*PROBLEM:* Output the data verbatim, minus the images.

*DATA FOR THE TASK:*
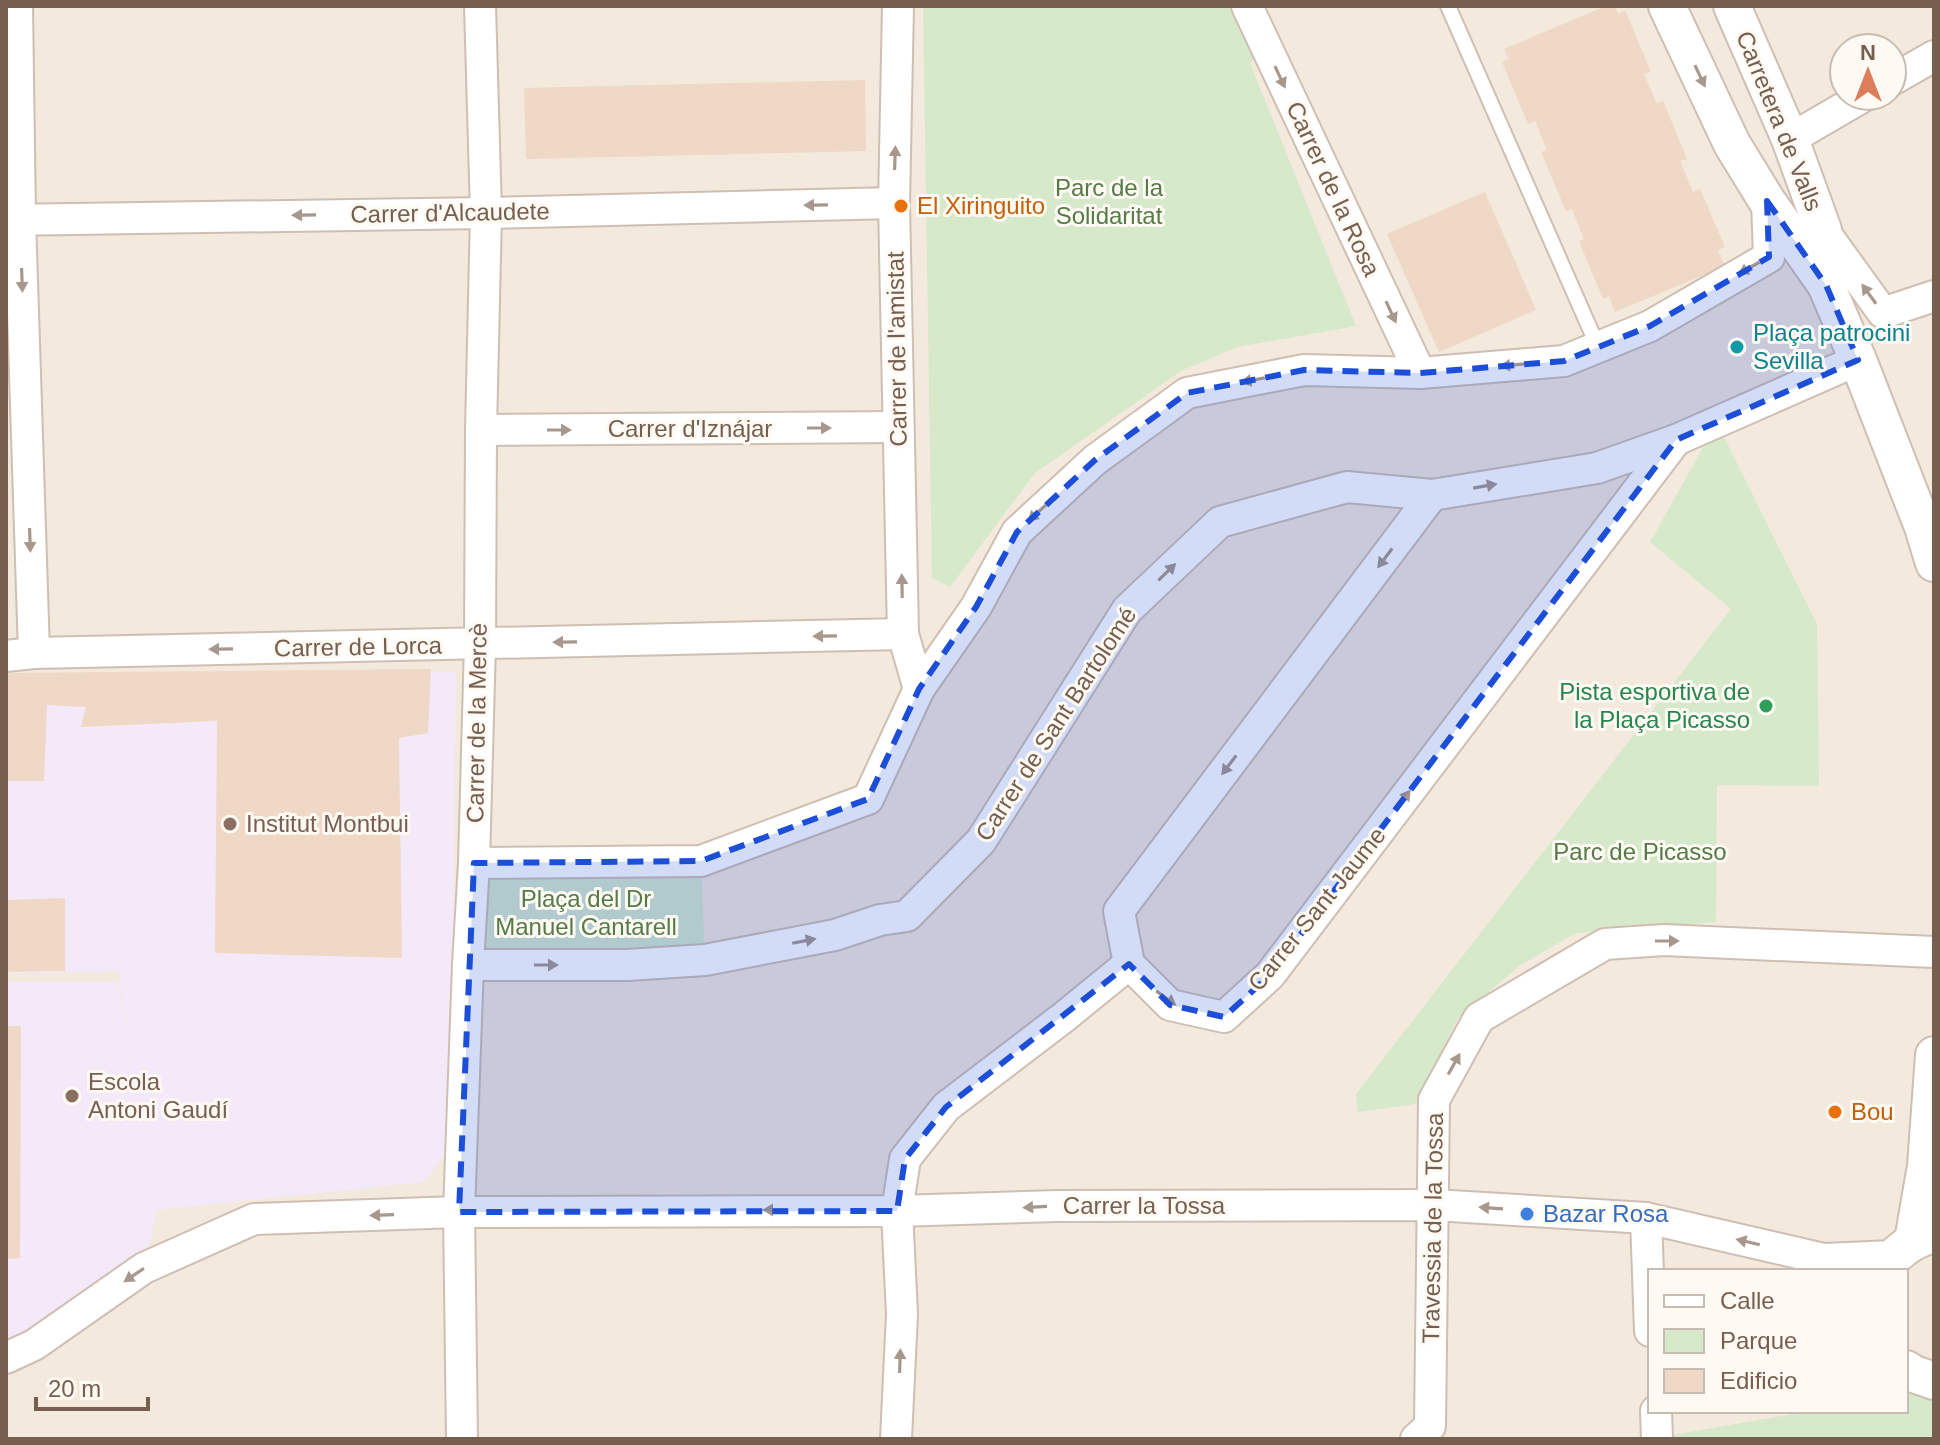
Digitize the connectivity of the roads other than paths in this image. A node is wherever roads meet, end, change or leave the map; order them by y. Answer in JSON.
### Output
{"nodes":[{"id":1,"x":17,"y":6,"type":"edge"},
{"id":2,"x":480,"y":6,"type":"edge"},
{"id":3,"x":898,"y":6,"type":"edge"},
{"id":4,"x":1247,"y":6,"type":"edge"},
{"id":5,"x":1448,"y":6,"type":"edge"},
{"id":6,"x":1667,"y":6,"type":"edge"},
{"id":7,"x":1732,"y":6,"type":"edge"},
{"id":8,"x":1934,"y":56,"type":"edge"},
{"id":9,"x":1908,"y":71,"type":"edge"},
{"id":10,"x":1836,"y":112,"type":"edge"},
{"id":11,"x":1790,"y":139,"type":"junction"},
{"id":12,"x":1767,"y":201,"type":"junction"},
{"id":13,"x":894,"y":203,"type":"junction"},
{"id":14,"x":486,"y":213,"type":"junction"},
{"id":15,"x":13,"y":220,"type":"edge"},
{"id":16,"x":1823,"y":230,"type":"junction"},
{"id":17,"x":1826,"y":285,"type":"junction"},
{"id":18,"x":1934,"y":296,"type":"edge"},
{"id":19,"x":1598,"y":347,"type":"junction"},
{"id":20,"x":1858,"y":360,"type":"junction"},
{"id":21,"x":1420,"y":373,"type":"junction"},
{"id":22,"x":898,"y":427,"type":"junction"},
{"id":23,"x":481,"y":430,"type":"junction"},
{"id":24,"x":1676,"y":440,"type":"junction"},
{"id":25,"x":1432,"y":495,"type":"junction"},
{"id":26,"x":1928,"y":525,"type":"edge"},
{"id":27,"x":1934,"y":563,"type":"edge"},
{"id":28,"x":903,"y":634,"type":"junction"},
{"id":29,"x":480,"y":644,"type":"junction"},
{"id":30,"x":20,"y":655,"type":"edge"},
{"id":31,"x":919,"y":689,"type":"junction"},
{"id":32,"x":474,"y":863,"type":"junction"},
{"id":33,"x":1934,"y":952,"type":"edge"},
{"id":34,"x":1129,"y":964,"type":"junction"},
{"id":35,"x":468,"y":965,"type":"junction"},
{"id":36,"x":1934,"y":1055,"type":"edge"},
{"id":37,"x":1930,"y":1176,"type":"edge"},
{"id":38,"x":1434,"y":1205,"type":"junction"},
{"id":39,"x":897,"y":1211,"type":"junction"},
{"id":40,"x":459,"y":1212,"type":"junction"},
{"id":41,"x":1646,"y":1218,"type":"junction"},
{"id":42,"x":1906,"y":1251,"type":"edge"},
{"id":43,"x":1830,"y":1265,"type":"edge"},
{"id":44,"x":1648,"y":1274,"type":"edge"},
{"id":45,"x":6,"y":1358,"type":"edge"},
{"id":46,"x":1908,"y":1370,"type":"edge"},
{"id":47,"x":1934,"y":1381,"type":"edge"},
{"id":48,"x":1656,"y":1413,"type":"edge"},
{"id":49,"x":462,"y":1439,"type":"edge"},
{"id":50,"x":896,"y":1439,"type":"edge"},
{"id":51,"x":1416,"y":1439,"type":"edge"},
{"id":52,"x":1657,"y":1439,"type":"edge"}],
"edges":[{"from":1,"to":15,"type":"street"},
{"from":2,"to":14,"type":"street","name":"Carrer de la Mercè"},
{"from":13,"to":3,"type":"street","name":"Carrer de l'amistat","one_way":true},
{"from":4,"to":21,"type":"street","name":"Carrer de la Rosa","one_way":true},
{"from":5,"to":19,"type":"lane"},
{"from":6,"to":12,"type":"street","name":"Carretera de Valls","one_way":true},
{"from":7,"to":11,"type":"street","name":"Carretera de Valls"},
{"from":8,"to":9,"type":"street"},
{"from":10,"to":11,"type":"street"},
{"from":11,"to":16,"type":"street","name":"Carretera de Valls"},
{"from":12,"to":17,"type":"street","name":"Carretera de Valls"},
{"from":12,"to":19,"type":"street","one_way":true},
{"from":13,"to":14,"type":"street","name":"Carrer d'Alcaudete","one_way":true},
{"from":13,"to":22,"type":"street","name":"Carrer de l'amistat"},
{"from":14,"to":15,"type":"street","name":"Carrer d'Alcaudete","one_way":true},
{"from":14,"to":23,"type":"street","name":"Carrer de la Mercè"},
{"from":15,"to":30,"type":"street","one_way":true},
{"from":16,"to":17,"type":"street","name":"Carretera de Valls"},
{"from":18,"to":16,"type":"street","one_way":true},
{"from":17,"to":20,"type":"street","name":"Carretera de Valls"},
{"from":19,"to":21,"type":"street","one_way":true},
{"from":20,"to":24,"type":"street","name":"Carrer de Sant Bartolomé"},
{"from":20,"to":26,"type":"street","name":"Carretera de Valls"},
{"from":21,"to":31,"type":"street","one_way":true},
{"from":23,"to":22,"type":"street","name":"Carrer d'Iznájar","one_way":true},
{"from":28,"to":22,"type":"street","name":"Carrer de l'amistat","one_way":true},
{"from":23,"to":29,"type":"street","name":"Carrer de la Mercè"},
{"from":25,"to":24,"type":"street","name":"Carrer de Sant Bartolomé","one_way":true},
{"from":34,"to":24,"type":"street","name":"Carrer Sant Jaume","one_way":true},
{"from":25,"to":34,"type":"street","one_way":true},
{"from":35,"to":25,"type":"street","name":"Carrer de Sant Bartolomé","one_way":true},
{"from":26,"to":27,"type":"street","name":"Carretera de Valls"},
{"from":28,"to":29,"type":"street","name":"Carrer de Lorca","one_way":true},
{"from":28,"to":31,"type":"street","name":"Carrer de l'amistat"},
{"from":29,"to":30,"type":"street","name":"Carrer de Lorca","one_way":true},
{"from":29,"to":32,"type":"street","name":"Carrer de la Mercè"},
{"from":31,"to":32,"type":"street"},
{"from":32,"to":35,"type":"street","name":"Carrer de la Mercè"},
{"from":38,"to":33,"type":"street","name":"Travessia de la Tossa","one_way":true},
{"from":34,"to":39,"type":"street"},
{"from":35,"to":40,"type":"street","name":"Carrer de la Mercè"},
{"from":36,"to":37,"type":"street"},
{"from":37,"to":42,"type":"street"},
{"from":38,"to":39,"type":"street","name":"Carrer la Tossa","one_way":true},
{"from":41,"to":38,"type":"street","name":"Carrer la Tossa","one_way":true},
{"from":38,"to":51,"type":"street","name":"Travessia de la Tossa"},
{"from":39,"to":40,"type":"street","name":"Carrer la Tossa","one_way":true},
{"from":50,"to":39,"type":"street","one_way":true},
{"from":40,"to":45,"type":"street","name":"Carrer la Tossa","one_way":true},
{"from":40,"to":49,"type":"street","name":"Carrer de la Mercè"},
{"from":43,"to":41,"type":"street","name":"Carrer la Tossa","one_way":true},
{"from":41,"to":44,"type":"street"},
{"from":42,"to":43,"type":"street","name":"Carrer la Tossa"},
{"from":46,"to":47,"type":"street"},
{"from":48,"to":52,"type":"street"}]}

*ANSWER AREA:*
Digitize the connectivity of the roads other than paths in this image. A node is wherever roads meet, end, change or leave the map; order them by y. Answer in JSON.
### Output
{"nodes":[{"id":1,"x":17,"y":6,"type":"edge"},
{"id":2,"x":480,"y":6,"type":"edge"},
{"id":3,"x":898,"y":6,"type":"edge"},
{"id":4,"x":1247,"y":6,"type":"edge"},
{"id":5,"x":1448,"y":6,"type":"edge"},
{"id":6,"x":1667,"y":6,"type":"edge"},
{"id":7,"x":1732,"y":6,"type":"edge"},
{"id":8,"x":1934,"y":56,"type":"edge"},
{"id":9,"x":1908,"y":71,"type":"edge"},
{"id":10,"x":1836,"y":112,"type":"edge"},
{"id":11,"x":1790,"y":139,"type":"junction"},
{"id":12,"x":1767,"y":201,"type":"junction"},
{"id":13,"x":894,"y":203,"type":"junction"},
{"id":14,"x":486,"y":213,"type":"junction"},
{"id":15,"x":13,"y":220,"type":"edge"},
{"id":16,"x":1823,"y":230,"type":"junction"},
{"id":17,"x":1826,"y":285,"type":"junction"},
{"id":18,"x":1934,"y":296,"type":"edge"},
{"id":19,"x":1598,"y":347,"type":"junction"},
{"id":20,"x":1858,"y":360,"type":"junction"},
{"id":21,"x":1420,"y":373,"type":"junction"},
{"id":22,"x":898,"y":427,"type":"junction"},
{"id":23,"x":481,"y":430,"type":"junction"},
{"id":24,"x":1676,"y":440,"type":"junction"},
{"id":25,"x":1432,"y":495,"type":"junction"},
{"id":26,"x":1928,"y":525,"type":"edge"},
{"id":27,"x":1934,"y":563,"type":"edge"},
{"id":28,"x":903,"y":634,"type":"junction"},
{"id":29,"x":480,"y":644,"type":"junction"},
{"id":30,"x":20,"y":655,"type":"edge"},
{"id":31,"x":919,"y":689,"type":"junction"},
{"id":32,"x":474,"y":863,"type":"junction"},
{"id":33,"x":1934,"y":952,"type":"edge"},
{"id":34,"x":1129,"y":964,"type":"junction"},
{"id":35,"x":468,"y":965,"type":"junction"},
{"id":36,"x":1934,"y":1055,"type":"edge"},
{"id":37,"x":1930,"y":1176,"type":"edge"},
{"id":38,"x":1434,"y":1205,"type":"junction"},
{"id":39,"x":897,"y":1211,"type":"junction"},
{"id":40,"x":459,"y":1212,"type":"junction"},
{"id":41,"x":1646,"y":1218,"type":"junction"},
{"id":42,"x":1906,"y":1251,"type":"edge"},
{"id":43,"x":1830,"y":1265,"type":"edge"},
{"id":44,"x":1648,"y":1274,"type":"edge"},
{"id":45,"x":6,"y":1358,"type":"edge"},
{"id":46,"x":1908,"y":1370,"type":"edge"},
{"id":47,"x":1934,"y":1381,"type":"edge"},
{"id":48,"x":1656,"y":1413,"type":"edge"},
{"id":49,"x":462,"y":1439,"type":"edge"},
{"id":50,"x":896,"y":1439,"type":"edge"},
{"id":51,"x":1416,"y":1439,"type":"edge"},
{"id":52,"x":1657,"y":1439,"type":"edge"}],
"edges":[{"from":1,"to":15,"type":"street"},
{"from":2,"to":14,"type":"street","name":"Carrer de la Mercè"},
{"from":13,"to":3,"type":"street","name":"Carrer de l'amistat","one_way":true},
{"from":4,"to":21,"type":"street","name":"Carrer de la Rosa","one_way":true},
{"from":5,"to":19,"type":"lane"},
{"from":6,"to":12,"type":"street","name":"Carretera de Valls","one_way":true},
{"from":7,"to":11,"type":"street","name":"Carretera de Valls"},
{"from":8,"to":9,"type":"street"},
{"from":10,"to":11,"type":"street"},
{"from":11,"to":16,"type":"street","name":"Carretera de Valls"},
{"from":12,"to":17,"type":"street","name":"Carretera de Valls"},
{"from":12,"to":19,"type":"street","one_way":true},
{"from":13,"to":14,"type":"street","name":"Carrer d'Alcaudete","one_way":true},
{"from":13,"to":22,"type":"street","name":"Carrer de l'amistat"},
{"from":14,"to":15,"type":"street","name":"Carrer d'Alcaudete","one_way":true},
{"from":14,"to":23,"type":"street","name":"Carrer de la Mercè"},
{"from":15,"to":30,"type":"street","one_way":true},
{"from":16,"to":17,"type":"street","name":"Carretera de Valls"},
{"from":18,"to":16,"type":"street","one_way":true},
{"from":17,"to":20,"type":"street","name":"Carretera de Valls"},
{"from":19,"to":21,"type":"street","one_way":true},
{"from":20,"to":24,"type":"street","name":"Carrer de Sant Bartolomé"},
{"from":20,"to":26,"type":"street","name":"Carretera de Valls"},
{"from":21,"to":31,"type":"street","one_way":true},
{"from":23,"to":22,"type":"street","name":"Carrer d'Iznájar","one_way":true},
{"from":28,"to":22,"type":"street","name":"Carrer de l'amistat","one_way":true},
{"from":23,"to":29,"type":"street","name":"Carrer de la Mercè"},
{"from":25,"to":24,"type":"street","name":"Carrer de Sant Bartolomé","one_way":true},
{"from":34,"to":24,"type":"street","name":"Carrer Sant Jaume","one_way":true},
{"from":25,"to":34,"type":"street","one_way":true},
{"from":35,"to":25,"type":"street","name":"Carrer de Sant Bartolomé","one_way":true},
{"from":26,"to":27,"type":"street","name":"Carretera de Valls"},
{"from":28,"to":29,"type":"street","name":"Carrer de Lorca","one_way":true},
{"from":28,"to":31,"type":"street","name":"Carrer de l'amistat"},
{"from":29,"to":30,"type":"street","name":"Carrer de Lorca","one_way":true},
{"from":29,"to":32,"type":"street","name":"Carrer de la Mercè"},
{"from":31,"to":32,"type":"street"},
{"from":32,"to":35,"type":"street","name":"Carrer de la Mercè"},
{"from":38,"to":33,"type":"street","name":"Travessia de la Tossa","one_way":true},
{"from":34,"to":39,"type":"street"},
{"from":35,"to":40,"type":"street","name":"Carrer de la Mercè"},
{"from":36,"to":37,"type":"street"},
{"from":37,"to":42,"type":"street"},
{"from":38,"to":39,"type":"street","name":"Carrer la Tossa","one_way":true},
{"from":41,"to":38,"type":"street","name":"Carrer la Tossa","one_way":true},
{"from":38,"to":51,"type":"street","name":"Travessia de la Tossa"},
{"from":39,"to":40,"type":"street","name":"Carrer la Tossa","one_way":true},
{"from":50,"to":39,"type":"street","one_way":true},
{"from":40,"to":45,"type":"street","name":"Carrer la Tossa","one_way":true},
{"from":40,"to":49,"type":"street","name":"Carrer de la Mercè"},
{"from":43,"to":41,"type":"street","name":"Carrer la Tossa","one_way":true},
{"from":41,"to":44,"type":"street"},
{"from":42,"to":43,"type":"street","name":"Carrer la Tossa"},
{"from":46,"to":47,"type":"street"},
{"from":48,"to":52,"type":"street"}]}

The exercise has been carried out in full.